Attention toutefois à ne pas trop transpirer l'angoisse: "Une trop grande inquiétude parentale contamine les enfants, jusqu’à entraver leur liberté de penser, d’agir, de désirer, d’échapper", met en garde la psychothérapeute. En février, Béatrice Copper Royer, psychologue clinicienne, alertait sur RMC à propos de ses pratiques. "Ceux qui s'en plaignent me disent qu'ils ont l'impression d'avoir une espèce d'oeil de Moscou au-dessus d'eux qui les surveille en permanence. Il y a un manque de confiance et les adolescents en ont besoin."
Des enfants qui marchent de moins en moins
Une évolution des pratiques et des mentalités qui avait été mise en perspective par William Bird, médecin et conseiller stratégique en matière de santé pour Natural England et relayée par nos confrères de Libération en 2023. Ce dernier avait analysé la perte progressive d’autonomie de mouvement chez les enfants, au sein d'une famille britannique. Ces derniers aujourd’hui, ne peuvent presque plus se déplacer seuls. En 1926, dans la famille étudiée, George, âgé de 8 ans, parcourait en moyenne jusqu’à 9 km par jour, à pied et seul.
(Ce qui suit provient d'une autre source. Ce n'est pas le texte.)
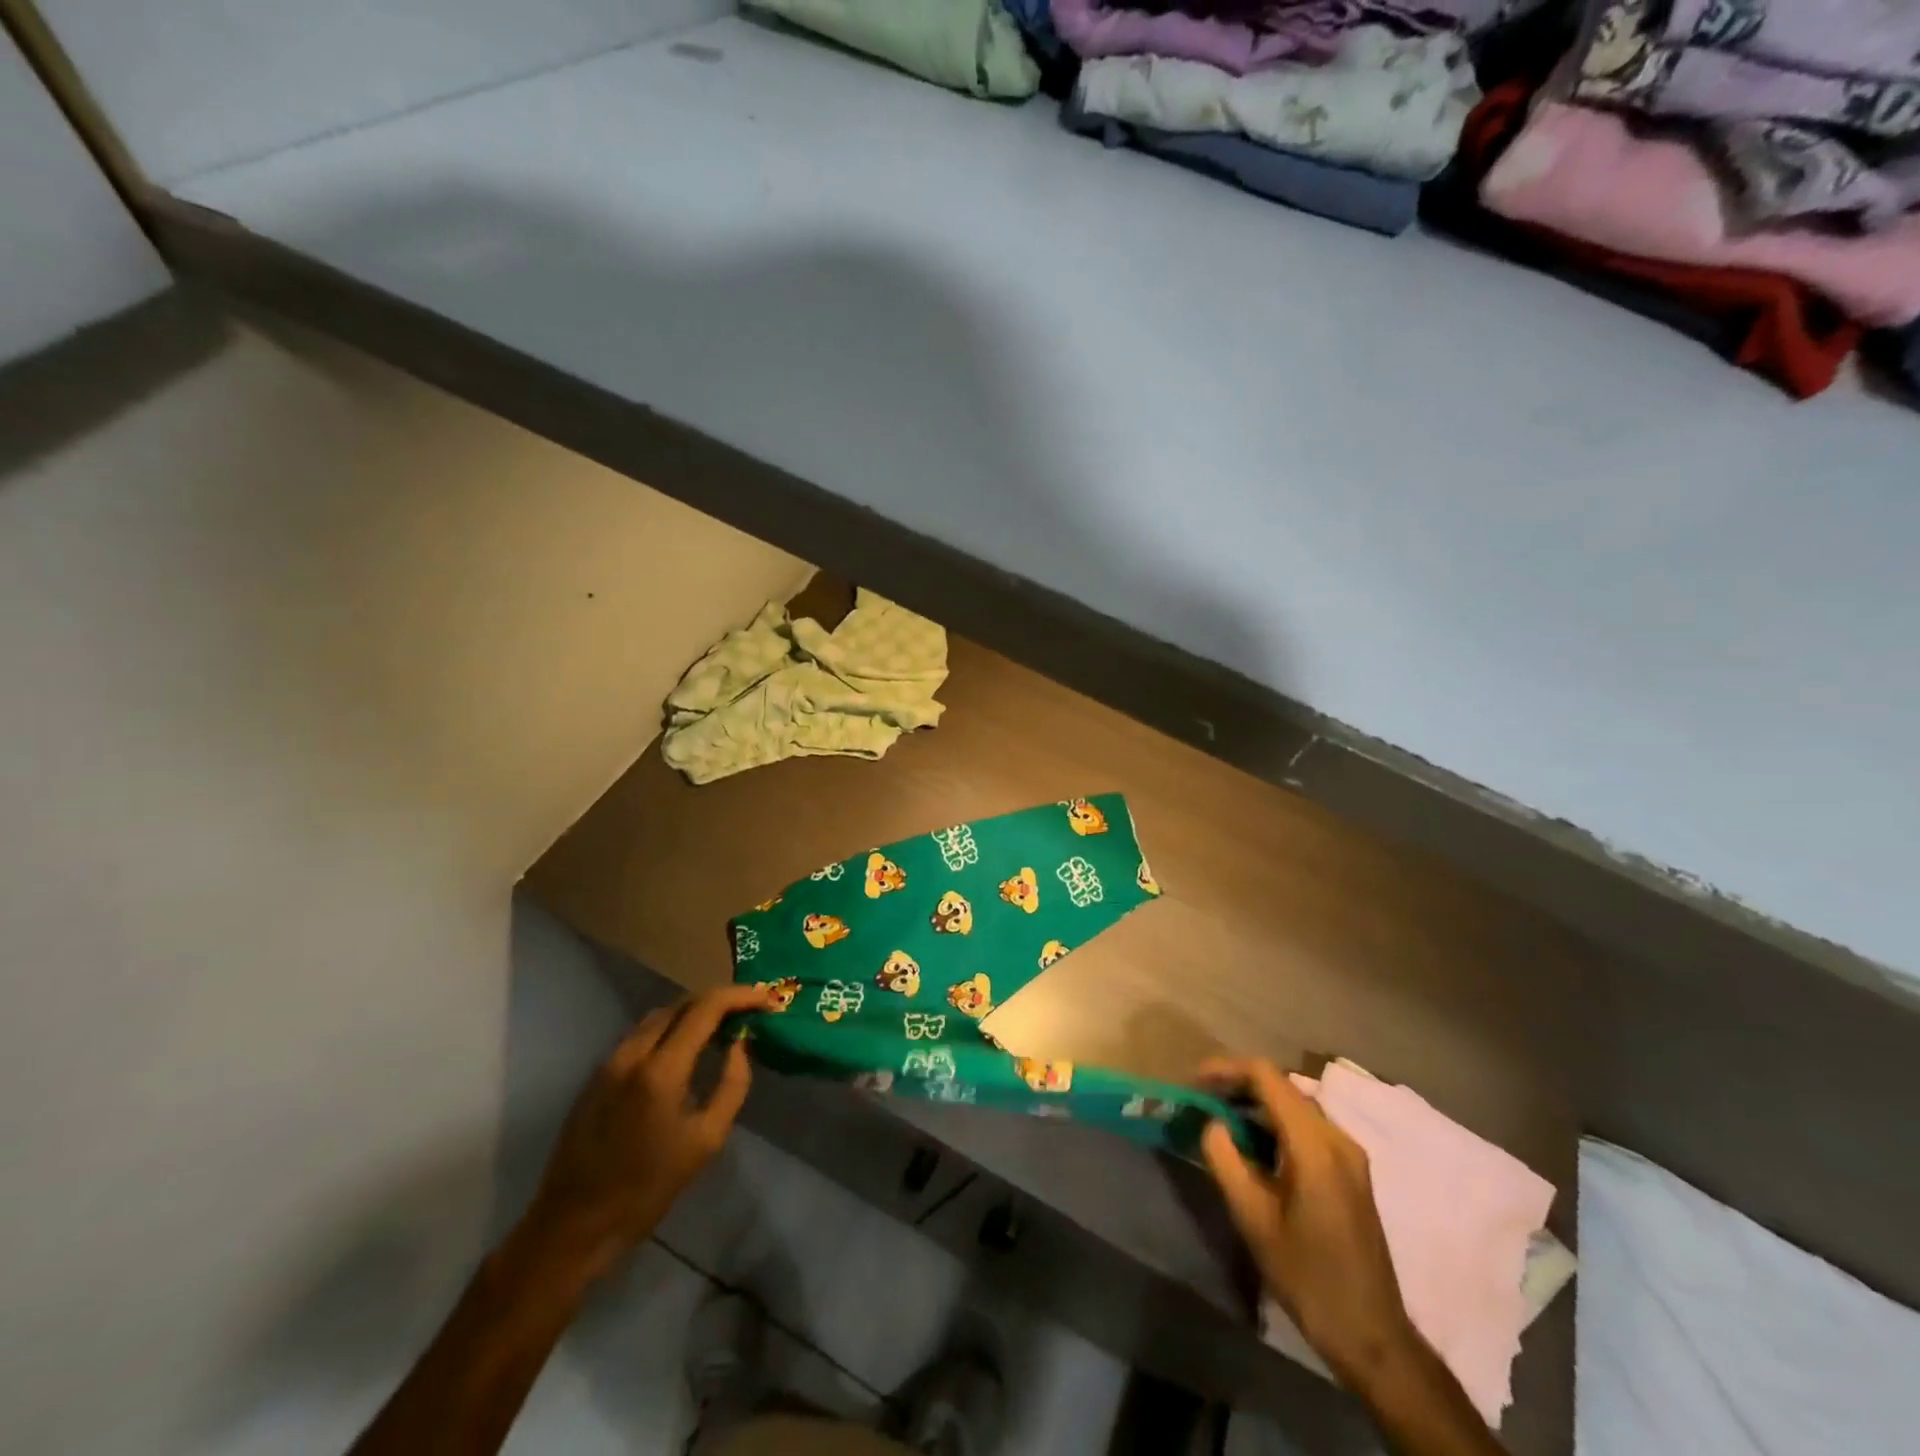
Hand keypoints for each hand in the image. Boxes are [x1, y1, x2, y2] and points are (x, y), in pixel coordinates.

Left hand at [523, 984, 774, 1277]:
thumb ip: (732, 1084)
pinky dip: (671, 1027)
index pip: (706, 1007)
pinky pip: (642, 1032)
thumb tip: (740, 1043)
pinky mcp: (598, 1072)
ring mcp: (611, 1059)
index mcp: (661, 1069)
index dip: (740, 996)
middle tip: (749, 1009)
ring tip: (723, 1026)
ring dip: (695, 1011)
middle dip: (720, 999)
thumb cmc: (648, 1188)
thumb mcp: (707, 1140)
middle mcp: (633, 1052)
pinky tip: (686, 1046)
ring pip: (661, 1014)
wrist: (574, 1224)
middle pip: (683, 1002)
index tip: (766, 1000)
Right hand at [1196, 1057, 1416, 1391]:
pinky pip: (1308, 1127)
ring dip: (1257, 1104)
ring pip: (1296, 1106)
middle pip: (1283, 1087)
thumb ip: (1225, 1158)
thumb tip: (1212, 1123)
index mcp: (1315, 1145)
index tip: (1195, 1081)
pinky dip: (1277, 1123)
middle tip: (1203, 1101)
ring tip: (1221, 1119)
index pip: (1267, 1077)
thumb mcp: (1252, 1218)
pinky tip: (1255, 1145)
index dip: (1227, 1069)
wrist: (1371, 1334)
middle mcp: (1338, 1138)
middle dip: (1239, 1085)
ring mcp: (1350, 1154)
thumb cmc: (1307, 1276)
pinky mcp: (1352, 1171)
En 1979, son fils Jack, au même âge, était autorisé à marcher seul jusqu’à 2 km. Toujours en 1979, Vicky, petite-fille de George, avait le droit d’aller à pied jusqu’à la piscine, soit 2 km aller-retour. Enfin, en 2007, Edward, arrière-petit-fils de George, ne faisait plus que… 300 mètres par jour.
Dans la même veine, le nombre d’enfants jouant dans l’espace public a diminué de 50 % entre 1983 et 2008. Une étude menée en 2019 aux Pays-Bas montre même que 15 % des enfants ne jouent jamais dehors.